Step 2: Build one repeat trigger (Days 2–14)
Pick a trigger aligned to your category:
- Replenishment reminder (skincare, supplements)
- Routine-based nudge (weekday lunch)
- Occasion-based nudge (payday bundles)
Keep the message specific. “We miss you” is weak. “Your usual order is 1 tap away” is strong.
Step 3: Add a loyalty mechanic that doesn’t destroy margin (Days 7–30)
Discounts aren’t evil—they’re just overused.
Margin-friendlier loyalty options:
- Free add-on (low COGS)
- Priority slots / faster fulfillment
- Member-only bundles
- Stamp cards tied to frequency, not order size
Step 4: Run two experiments and keep the winner
Two simple A/B tests most SMEs can run:
- Offer format: free add-on vs % discount
- Landing: deep link to product page vs homepage
Measure:
- Conversion rate
- Repeat rate within 30 days
- Gross margin per user (not just revenue)

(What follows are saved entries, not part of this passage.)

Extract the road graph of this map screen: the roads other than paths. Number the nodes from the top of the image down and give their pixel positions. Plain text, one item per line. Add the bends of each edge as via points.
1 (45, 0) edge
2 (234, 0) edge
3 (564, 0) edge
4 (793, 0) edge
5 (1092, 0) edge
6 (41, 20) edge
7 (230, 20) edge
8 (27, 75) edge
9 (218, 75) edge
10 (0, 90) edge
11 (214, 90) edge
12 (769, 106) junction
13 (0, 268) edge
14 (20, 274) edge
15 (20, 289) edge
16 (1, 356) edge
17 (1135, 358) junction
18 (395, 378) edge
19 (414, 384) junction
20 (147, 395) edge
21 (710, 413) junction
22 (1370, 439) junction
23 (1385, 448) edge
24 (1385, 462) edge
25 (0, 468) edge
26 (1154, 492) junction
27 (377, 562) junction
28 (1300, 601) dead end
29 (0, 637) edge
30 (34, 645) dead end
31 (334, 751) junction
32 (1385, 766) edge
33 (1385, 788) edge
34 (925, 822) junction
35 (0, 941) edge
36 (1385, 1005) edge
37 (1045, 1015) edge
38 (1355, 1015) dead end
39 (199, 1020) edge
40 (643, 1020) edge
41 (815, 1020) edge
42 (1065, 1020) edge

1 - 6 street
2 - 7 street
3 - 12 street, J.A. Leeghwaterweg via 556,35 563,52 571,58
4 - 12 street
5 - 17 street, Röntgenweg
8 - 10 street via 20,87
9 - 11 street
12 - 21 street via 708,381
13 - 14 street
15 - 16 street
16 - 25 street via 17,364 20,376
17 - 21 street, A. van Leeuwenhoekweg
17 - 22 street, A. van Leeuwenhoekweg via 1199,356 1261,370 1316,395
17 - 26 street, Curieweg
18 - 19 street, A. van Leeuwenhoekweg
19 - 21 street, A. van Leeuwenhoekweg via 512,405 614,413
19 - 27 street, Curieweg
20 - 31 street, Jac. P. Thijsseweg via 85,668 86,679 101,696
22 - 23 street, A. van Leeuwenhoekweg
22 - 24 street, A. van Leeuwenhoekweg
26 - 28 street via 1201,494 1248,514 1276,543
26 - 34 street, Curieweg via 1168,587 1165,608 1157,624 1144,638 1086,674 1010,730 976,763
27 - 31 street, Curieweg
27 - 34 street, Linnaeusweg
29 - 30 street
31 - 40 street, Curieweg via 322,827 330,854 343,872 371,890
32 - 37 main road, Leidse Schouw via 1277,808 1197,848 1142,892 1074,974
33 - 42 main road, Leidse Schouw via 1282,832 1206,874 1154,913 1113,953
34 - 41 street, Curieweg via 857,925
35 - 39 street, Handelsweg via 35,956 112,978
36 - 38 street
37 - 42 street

Common questions Singapore SMEs ask (and straight answers)
Should I build an app in 2026?
If your customers reorder, rebook, or track deliveries, an app can pay off—but only if you can support retention and messaging. Otherwise, a well-built mobile site + WhatsApp + strong CRM may outperform a neglected app.
Are push notifications still effective?
Yes, when they’re tied to behaviour and deep linked. No, when they’re generic blasts. Frequency without relevance is how you train users to ignore you.
What if I’m expanding into Indonesia or Vietnam?
Plan localisation as a product requirement, not a translation task. Your offer structure, timing, and preferred channels will change by market.
What to do next
SEA food delivery platforms are proving a point that’s uncomfortable but useful: when growth slows, you can’t discount your way out. You have to design retention—and mobile is where that design lives.
If you’re working on Singapore startup marketing plans for 2026—especially if you’re expanding across Southeast Asia—treat mobile marketing as a full system:
- Measurement (know what works)
- Experience (reduce friction)
- Personalisation (increase relevance)
- Loyalty (protect repeat revenue)
What would change in your business if you stopped reporting “clicks” and started reporting repeat customers within 30 days?